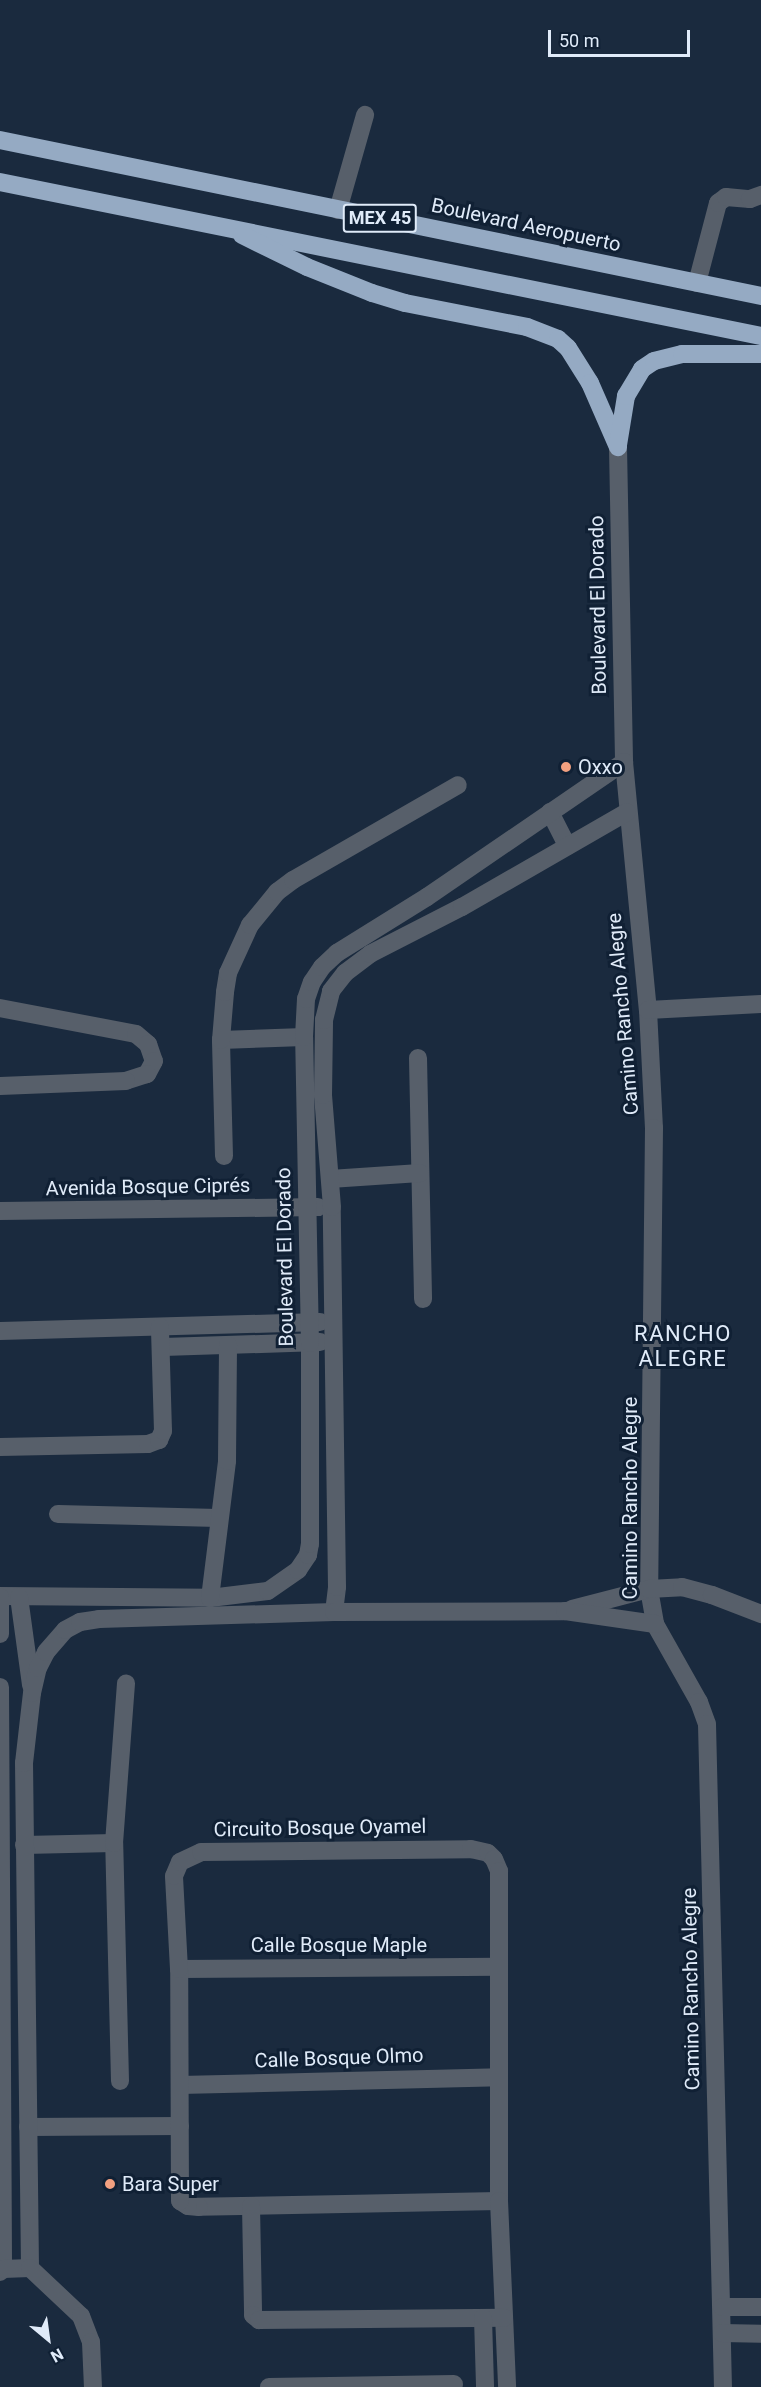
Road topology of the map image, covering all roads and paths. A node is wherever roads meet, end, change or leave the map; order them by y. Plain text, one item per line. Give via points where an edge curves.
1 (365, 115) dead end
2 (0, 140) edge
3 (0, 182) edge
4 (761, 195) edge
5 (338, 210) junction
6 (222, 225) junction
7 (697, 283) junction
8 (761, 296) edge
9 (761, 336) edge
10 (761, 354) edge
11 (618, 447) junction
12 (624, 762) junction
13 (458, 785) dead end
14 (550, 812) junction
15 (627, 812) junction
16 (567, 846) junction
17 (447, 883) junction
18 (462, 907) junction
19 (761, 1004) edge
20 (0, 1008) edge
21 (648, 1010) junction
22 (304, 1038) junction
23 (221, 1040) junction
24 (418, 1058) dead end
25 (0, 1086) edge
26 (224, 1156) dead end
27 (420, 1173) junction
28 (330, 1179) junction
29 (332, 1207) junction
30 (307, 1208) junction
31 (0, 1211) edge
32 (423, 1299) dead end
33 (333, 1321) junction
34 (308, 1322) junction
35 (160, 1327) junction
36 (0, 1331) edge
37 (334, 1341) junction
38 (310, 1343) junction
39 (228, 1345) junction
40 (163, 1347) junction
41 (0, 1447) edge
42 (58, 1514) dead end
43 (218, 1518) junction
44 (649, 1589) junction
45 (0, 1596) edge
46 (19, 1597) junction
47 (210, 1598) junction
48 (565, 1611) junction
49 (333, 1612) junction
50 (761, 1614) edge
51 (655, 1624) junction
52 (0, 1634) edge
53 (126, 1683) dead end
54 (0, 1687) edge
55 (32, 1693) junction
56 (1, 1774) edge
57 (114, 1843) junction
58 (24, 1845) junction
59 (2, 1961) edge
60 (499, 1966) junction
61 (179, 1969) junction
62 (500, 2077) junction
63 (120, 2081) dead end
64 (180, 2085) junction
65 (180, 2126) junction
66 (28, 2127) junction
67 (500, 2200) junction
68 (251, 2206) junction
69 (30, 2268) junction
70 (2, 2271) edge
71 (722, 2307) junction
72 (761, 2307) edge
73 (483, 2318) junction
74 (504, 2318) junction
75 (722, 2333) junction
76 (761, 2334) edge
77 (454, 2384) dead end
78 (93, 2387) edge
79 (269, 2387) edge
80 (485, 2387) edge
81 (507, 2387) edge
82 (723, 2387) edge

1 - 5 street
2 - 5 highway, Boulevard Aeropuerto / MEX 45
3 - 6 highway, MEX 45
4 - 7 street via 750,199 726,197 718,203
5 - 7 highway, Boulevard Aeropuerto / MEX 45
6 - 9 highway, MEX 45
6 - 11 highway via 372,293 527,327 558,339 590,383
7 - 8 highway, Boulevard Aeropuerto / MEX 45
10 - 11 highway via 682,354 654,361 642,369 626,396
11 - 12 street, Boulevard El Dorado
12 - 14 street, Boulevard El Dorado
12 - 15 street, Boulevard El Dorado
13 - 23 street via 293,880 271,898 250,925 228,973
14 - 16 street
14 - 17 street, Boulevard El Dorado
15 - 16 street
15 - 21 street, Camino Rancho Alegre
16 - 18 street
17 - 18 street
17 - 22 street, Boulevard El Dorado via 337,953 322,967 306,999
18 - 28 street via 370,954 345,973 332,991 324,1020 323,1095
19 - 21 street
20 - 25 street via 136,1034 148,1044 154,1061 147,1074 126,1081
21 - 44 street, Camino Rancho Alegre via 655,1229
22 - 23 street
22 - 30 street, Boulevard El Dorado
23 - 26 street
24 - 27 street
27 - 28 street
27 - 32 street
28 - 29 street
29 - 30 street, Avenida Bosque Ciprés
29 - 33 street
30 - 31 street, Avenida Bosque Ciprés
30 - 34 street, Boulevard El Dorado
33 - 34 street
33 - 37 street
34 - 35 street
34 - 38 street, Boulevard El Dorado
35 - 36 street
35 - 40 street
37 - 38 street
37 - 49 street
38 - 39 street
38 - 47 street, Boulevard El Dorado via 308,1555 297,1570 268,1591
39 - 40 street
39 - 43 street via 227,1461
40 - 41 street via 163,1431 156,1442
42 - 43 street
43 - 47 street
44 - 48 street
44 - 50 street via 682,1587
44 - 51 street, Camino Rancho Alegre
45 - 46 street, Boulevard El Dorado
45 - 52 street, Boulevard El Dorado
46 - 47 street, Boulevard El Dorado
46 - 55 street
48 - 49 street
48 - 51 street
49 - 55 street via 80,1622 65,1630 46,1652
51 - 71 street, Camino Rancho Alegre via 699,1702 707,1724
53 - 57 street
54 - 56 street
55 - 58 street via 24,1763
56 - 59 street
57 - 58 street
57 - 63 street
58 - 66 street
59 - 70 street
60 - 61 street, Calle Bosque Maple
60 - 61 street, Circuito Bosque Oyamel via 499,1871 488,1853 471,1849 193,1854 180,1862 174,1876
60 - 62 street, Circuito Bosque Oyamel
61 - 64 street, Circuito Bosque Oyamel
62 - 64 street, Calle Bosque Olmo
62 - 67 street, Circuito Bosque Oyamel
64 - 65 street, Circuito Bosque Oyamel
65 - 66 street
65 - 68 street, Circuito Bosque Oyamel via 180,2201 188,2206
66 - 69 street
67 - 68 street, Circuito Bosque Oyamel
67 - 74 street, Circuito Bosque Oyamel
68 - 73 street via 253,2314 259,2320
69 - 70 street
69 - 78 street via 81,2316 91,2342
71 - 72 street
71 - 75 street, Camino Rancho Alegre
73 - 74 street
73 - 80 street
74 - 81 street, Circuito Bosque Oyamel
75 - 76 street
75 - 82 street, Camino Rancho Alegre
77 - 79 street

EXERCISE: Your answer should consist of all lines above that include the string "Aeropuerto".

OUTPUT OF THE TASK:
2 - 5 highway, Boulevard Aeropuerto / MEX 45
5 - 7 highway, Boulevard Aeropuerto / MEX 45
7 - 8 highway, Boulevard Aeropuerto / MEX 45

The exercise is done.